SUPERIOR COURT OF THE STATE OF DELAWARE IN AND FOR KENT COUNTY
Nov 1, 2013
C.A. No: 13A-03-002 (RBY) (Del. Super. Ct. Nov. 1, 2013)

Opinion

C.A. No: 13A-03-002 (RBY)

11-01-2013

WILLIAM CHRISTENSEN, Appellant, v. KENT COUNTY MOTOR SALES, Appellee.

William Christensen, Pro se. James Wakley, Esq., Deputy Attorney General, Department of Justice, Wilmington, Delaware for Appellee.


Upon Consideration of Appellant's Appeal from

the Unemployment Insurance Appeal Board

AFFIRMED


ORDER

William Christensen, Pro se. James Wakley, Esq., Deputy Attorney General, Department of Justice, Wilmington, Delaware for Appellee. Young, J.

SUMMARY

On February 12, 2013, the Unemployment Insurance Appeal Board ("Board") reversed the decision of the Appeals Referee, which found that William Christensen ("Claimant" or "Appellant") was discharged from his work without just cause in connection with his work. Appellant appealed the Board's decision. Because the record presents sufficient evidence to support the Board's finding that Appellant's conduct at Kent County Motor Sales ("Employer") amounted to gross insubordination, just cause for Employer's termination of benefits was established. The Board's February 2013 decision is, therefore, AFFIRMED.

FACTS

Appellant was employed as an automobile detailer by Employer from October 27, 2011 through September 26, 2012. John Whitby, Employer's witness, testified to the following: On September 26, 2012, Claimant was assigned to detail a vehicle. He told Employer Representative, Wayne Adkins ("Adkins"), that he needed more than the five hours allotted. Claimant refused to complete the job without more time, which action brought about his termination. Claimant was allotted five hours to complete the job. Partway through the job, he stopped working, requesting additional pay.
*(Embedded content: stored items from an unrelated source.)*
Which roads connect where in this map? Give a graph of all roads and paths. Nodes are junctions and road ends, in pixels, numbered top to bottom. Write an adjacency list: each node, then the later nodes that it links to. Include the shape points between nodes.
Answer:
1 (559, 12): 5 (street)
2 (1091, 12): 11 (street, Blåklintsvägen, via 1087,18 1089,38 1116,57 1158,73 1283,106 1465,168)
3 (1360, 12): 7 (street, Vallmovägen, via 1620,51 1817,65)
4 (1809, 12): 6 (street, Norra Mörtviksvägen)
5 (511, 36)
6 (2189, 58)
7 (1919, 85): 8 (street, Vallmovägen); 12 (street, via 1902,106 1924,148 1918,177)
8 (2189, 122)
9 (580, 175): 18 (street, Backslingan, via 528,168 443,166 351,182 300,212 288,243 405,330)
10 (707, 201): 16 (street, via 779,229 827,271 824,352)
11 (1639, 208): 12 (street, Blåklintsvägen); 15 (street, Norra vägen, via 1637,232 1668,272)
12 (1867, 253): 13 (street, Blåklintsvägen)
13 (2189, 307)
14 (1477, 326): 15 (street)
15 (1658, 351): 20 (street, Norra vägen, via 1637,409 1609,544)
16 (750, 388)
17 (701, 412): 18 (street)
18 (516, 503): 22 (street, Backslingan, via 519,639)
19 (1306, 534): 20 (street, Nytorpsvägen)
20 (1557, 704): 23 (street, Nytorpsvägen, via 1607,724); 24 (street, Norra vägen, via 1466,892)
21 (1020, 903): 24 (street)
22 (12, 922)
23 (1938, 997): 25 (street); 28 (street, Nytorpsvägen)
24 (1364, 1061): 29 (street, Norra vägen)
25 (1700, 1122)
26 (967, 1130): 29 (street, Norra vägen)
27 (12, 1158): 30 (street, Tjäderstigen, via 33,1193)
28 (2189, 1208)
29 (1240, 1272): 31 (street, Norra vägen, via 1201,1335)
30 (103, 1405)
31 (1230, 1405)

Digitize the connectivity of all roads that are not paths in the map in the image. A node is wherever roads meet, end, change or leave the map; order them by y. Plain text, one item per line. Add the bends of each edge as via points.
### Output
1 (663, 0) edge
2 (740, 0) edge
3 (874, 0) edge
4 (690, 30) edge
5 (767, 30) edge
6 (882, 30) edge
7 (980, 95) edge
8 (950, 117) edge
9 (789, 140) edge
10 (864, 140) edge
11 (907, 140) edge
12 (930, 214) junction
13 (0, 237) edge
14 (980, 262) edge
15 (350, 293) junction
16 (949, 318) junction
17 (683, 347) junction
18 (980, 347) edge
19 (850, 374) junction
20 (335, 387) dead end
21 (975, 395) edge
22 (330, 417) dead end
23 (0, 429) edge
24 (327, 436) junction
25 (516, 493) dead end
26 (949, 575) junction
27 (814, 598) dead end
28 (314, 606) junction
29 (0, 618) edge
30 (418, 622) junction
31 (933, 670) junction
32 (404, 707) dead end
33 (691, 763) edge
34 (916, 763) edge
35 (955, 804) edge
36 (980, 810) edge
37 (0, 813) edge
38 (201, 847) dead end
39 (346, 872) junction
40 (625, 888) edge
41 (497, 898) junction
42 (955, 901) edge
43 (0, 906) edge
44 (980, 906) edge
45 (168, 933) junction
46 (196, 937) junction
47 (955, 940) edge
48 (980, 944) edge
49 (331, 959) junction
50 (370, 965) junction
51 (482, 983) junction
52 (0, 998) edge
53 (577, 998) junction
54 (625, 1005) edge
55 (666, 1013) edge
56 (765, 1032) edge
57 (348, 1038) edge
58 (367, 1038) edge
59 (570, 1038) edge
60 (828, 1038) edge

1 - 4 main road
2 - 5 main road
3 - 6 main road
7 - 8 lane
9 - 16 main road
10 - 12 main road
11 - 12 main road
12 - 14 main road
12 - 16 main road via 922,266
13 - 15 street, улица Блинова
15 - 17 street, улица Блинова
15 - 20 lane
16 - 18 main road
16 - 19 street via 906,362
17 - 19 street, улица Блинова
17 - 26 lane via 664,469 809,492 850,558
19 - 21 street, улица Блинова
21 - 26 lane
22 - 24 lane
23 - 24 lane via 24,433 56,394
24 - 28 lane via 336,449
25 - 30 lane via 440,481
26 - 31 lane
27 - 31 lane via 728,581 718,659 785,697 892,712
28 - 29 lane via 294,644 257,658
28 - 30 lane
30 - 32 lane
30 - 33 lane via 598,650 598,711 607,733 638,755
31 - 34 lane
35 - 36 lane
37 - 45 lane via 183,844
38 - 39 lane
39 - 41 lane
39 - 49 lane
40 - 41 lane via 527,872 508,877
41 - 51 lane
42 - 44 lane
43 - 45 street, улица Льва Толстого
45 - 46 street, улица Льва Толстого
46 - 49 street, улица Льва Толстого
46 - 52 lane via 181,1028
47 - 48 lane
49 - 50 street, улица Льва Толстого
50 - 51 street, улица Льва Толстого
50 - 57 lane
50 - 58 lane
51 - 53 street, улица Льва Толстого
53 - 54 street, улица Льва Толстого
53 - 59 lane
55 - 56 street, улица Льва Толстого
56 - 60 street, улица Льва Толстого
Adkins testified that, after the allotted time, Claimant said that the time was up, and he was not going to do anything else. Adkins told Claimant to leave, though he does not recall having told the Claimant to talk to him if the job went over the allotted time. Hence, Claimant did not receive any express warnings from Employer. The parties disputed what contingency plan was in place in case the vehicle took more time than allotted.

STANDARD OF REVIEW

For administrative board appeals, this Court is limited to reviewing whether the Board's decision is supported by substantial evidence and free from legal errors. Substantial evidence is that which "a reasonable mind might accept as adequate to support a conclusion." It is "more than a scintilla, but less than preponderance of the evidence." An abuse of discretion will be found if the Board "acts arbitrarily or capaciously...exceeds the bounds of reason in view of the circumstances and has ignored recognized rules of law or practice so as to produce injustice." Questions of law will be reviewed de novo. In the absence of an error of law, lack of substantial evidence or abuse of discretion, the Court will not disturb the decision of the Board.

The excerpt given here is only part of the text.